* **Required work**:
Scan the entries below and count the lines holding the string "Charnock". Supply only the number.

▶

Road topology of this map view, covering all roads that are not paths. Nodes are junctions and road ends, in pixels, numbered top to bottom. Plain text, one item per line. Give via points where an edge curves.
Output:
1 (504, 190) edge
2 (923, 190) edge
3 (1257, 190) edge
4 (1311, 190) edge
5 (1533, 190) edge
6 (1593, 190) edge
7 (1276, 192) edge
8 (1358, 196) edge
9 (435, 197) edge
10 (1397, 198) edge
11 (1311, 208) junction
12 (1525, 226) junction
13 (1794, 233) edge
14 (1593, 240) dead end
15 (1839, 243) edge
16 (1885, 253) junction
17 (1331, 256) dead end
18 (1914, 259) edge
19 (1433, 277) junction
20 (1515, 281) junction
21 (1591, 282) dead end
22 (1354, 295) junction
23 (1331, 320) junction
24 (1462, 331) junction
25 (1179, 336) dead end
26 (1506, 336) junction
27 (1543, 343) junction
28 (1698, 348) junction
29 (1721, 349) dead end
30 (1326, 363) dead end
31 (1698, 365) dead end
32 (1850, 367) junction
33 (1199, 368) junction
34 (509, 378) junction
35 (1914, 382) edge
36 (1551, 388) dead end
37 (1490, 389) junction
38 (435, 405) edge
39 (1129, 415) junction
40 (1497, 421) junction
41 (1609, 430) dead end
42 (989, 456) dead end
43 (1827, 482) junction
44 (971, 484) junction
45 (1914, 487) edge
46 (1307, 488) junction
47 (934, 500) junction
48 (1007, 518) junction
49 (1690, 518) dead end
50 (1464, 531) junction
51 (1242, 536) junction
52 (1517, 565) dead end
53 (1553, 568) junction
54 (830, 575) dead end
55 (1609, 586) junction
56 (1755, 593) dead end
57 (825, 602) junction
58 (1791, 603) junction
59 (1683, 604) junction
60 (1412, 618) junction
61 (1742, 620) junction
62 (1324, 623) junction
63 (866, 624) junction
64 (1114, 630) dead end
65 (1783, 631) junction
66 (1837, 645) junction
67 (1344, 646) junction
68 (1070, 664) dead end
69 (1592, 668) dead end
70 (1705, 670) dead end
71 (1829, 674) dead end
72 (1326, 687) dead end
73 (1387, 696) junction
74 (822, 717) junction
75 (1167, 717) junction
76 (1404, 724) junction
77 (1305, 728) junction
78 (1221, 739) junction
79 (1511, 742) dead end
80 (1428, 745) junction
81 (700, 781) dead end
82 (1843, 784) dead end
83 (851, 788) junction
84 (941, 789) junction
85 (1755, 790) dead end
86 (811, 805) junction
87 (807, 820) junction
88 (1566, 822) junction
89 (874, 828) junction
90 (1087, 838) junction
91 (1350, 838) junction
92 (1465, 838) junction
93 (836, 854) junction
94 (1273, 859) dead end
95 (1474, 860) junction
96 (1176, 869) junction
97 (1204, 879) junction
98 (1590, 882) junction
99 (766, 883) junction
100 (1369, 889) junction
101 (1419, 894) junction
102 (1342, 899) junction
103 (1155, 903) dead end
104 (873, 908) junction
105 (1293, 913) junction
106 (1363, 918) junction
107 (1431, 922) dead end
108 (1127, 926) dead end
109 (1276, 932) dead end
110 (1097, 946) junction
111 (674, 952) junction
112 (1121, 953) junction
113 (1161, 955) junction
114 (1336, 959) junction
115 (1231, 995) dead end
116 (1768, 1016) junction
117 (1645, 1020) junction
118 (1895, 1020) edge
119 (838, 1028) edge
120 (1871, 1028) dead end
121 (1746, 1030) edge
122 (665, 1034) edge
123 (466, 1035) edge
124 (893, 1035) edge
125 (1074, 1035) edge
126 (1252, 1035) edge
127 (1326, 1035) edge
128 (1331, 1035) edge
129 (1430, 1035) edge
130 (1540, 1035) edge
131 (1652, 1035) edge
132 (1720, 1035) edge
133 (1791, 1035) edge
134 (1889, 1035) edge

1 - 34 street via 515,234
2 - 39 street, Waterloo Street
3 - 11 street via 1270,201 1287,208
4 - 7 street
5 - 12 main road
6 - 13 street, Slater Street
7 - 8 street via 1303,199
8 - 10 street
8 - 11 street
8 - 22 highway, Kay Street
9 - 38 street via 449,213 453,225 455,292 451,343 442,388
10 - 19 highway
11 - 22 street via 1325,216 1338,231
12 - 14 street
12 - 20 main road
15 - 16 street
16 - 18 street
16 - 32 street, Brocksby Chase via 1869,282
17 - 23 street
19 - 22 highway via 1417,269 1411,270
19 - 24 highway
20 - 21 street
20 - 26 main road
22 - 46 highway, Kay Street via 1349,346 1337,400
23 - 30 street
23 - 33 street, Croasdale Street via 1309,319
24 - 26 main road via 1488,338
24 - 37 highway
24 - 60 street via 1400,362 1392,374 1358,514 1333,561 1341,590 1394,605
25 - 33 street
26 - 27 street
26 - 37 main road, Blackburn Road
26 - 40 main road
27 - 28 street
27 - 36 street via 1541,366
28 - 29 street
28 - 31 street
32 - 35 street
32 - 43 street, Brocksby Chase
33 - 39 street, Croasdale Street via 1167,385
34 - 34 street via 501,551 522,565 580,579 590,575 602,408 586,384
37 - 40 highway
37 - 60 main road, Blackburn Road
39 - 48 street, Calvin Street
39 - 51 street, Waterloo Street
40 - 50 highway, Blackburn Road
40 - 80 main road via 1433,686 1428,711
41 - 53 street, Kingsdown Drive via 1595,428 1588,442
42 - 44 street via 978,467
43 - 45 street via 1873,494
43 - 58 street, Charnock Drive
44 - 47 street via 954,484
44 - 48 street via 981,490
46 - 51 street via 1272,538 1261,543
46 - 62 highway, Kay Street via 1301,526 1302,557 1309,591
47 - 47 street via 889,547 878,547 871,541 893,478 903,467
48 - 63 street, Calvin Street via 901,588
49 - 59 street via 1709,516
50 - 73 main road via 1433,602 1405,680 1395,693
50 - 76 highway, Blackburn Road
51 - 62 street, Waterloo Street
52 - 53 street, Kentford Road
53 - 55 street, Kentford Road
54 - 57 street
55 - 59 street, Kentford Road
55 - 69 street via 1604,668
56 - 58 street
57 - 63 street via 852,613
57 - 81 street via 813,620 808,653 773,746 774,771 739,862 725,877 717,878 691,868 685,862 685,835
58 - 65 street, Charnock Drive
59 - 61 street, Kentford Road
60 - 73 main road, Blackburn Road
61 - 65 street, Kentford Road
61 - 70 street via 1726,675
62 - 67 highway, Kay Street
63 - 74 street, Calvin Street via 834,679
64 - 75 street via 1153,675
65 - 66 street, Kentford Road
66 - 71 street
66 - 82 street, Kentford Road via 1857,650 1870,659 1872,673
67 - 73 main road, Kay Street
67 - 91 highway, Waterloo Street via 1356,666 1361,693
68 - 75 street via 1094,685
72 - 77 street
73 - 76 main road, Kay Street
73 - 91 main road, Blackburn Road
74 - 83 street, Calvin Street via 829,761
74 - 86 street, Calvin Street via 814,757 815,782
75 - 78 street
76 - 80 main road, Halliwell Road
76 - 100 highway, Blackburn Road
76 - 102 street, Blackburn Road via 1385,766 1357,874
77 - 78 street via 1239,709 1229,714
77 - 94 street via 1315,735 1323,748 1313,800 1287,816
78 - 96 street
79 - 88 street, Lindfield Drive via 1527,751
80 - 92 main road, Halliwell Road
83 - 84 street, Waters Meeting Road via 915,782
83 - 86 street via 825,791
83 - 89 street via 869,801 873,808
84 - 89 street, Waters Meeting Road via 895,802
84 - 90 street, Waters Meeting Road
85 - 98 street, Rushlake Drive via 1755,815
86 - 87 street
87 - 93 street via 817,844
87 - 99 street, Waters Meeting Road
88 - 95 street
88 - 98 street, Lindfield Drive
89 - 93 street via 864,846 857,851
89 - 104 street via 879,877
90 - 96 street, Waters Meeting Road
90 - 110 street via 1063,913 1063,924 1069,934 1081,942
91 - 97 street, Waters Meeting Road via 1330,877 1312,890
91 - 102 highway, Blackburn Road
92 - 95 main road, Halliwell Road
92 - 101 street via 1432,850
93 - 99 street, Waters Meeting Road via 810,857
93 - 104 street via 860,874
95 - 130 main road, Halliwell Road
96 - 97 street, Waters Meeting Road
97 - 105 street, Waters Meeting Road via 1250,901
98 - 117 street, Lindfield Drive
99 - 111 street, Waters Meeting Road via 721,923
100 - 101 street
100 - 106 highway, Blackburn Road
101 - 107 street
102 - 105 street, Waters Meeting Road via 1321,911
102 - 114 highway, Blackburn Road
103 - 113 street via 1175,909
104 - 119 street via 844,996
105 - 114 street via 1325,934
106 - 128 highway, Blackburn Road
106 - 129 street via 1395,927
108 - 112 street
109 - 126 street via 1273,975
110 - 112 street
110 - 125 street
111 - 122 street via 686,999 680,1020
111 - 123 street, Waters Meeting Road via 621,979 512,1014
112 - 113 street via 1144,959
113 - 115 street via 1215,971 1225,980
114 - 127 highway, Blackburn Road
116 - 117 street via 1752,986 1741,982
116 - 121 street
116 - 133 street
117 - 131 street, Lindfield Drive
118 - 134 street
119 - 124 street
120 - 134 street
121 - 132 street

◀

* **Answer section**:
2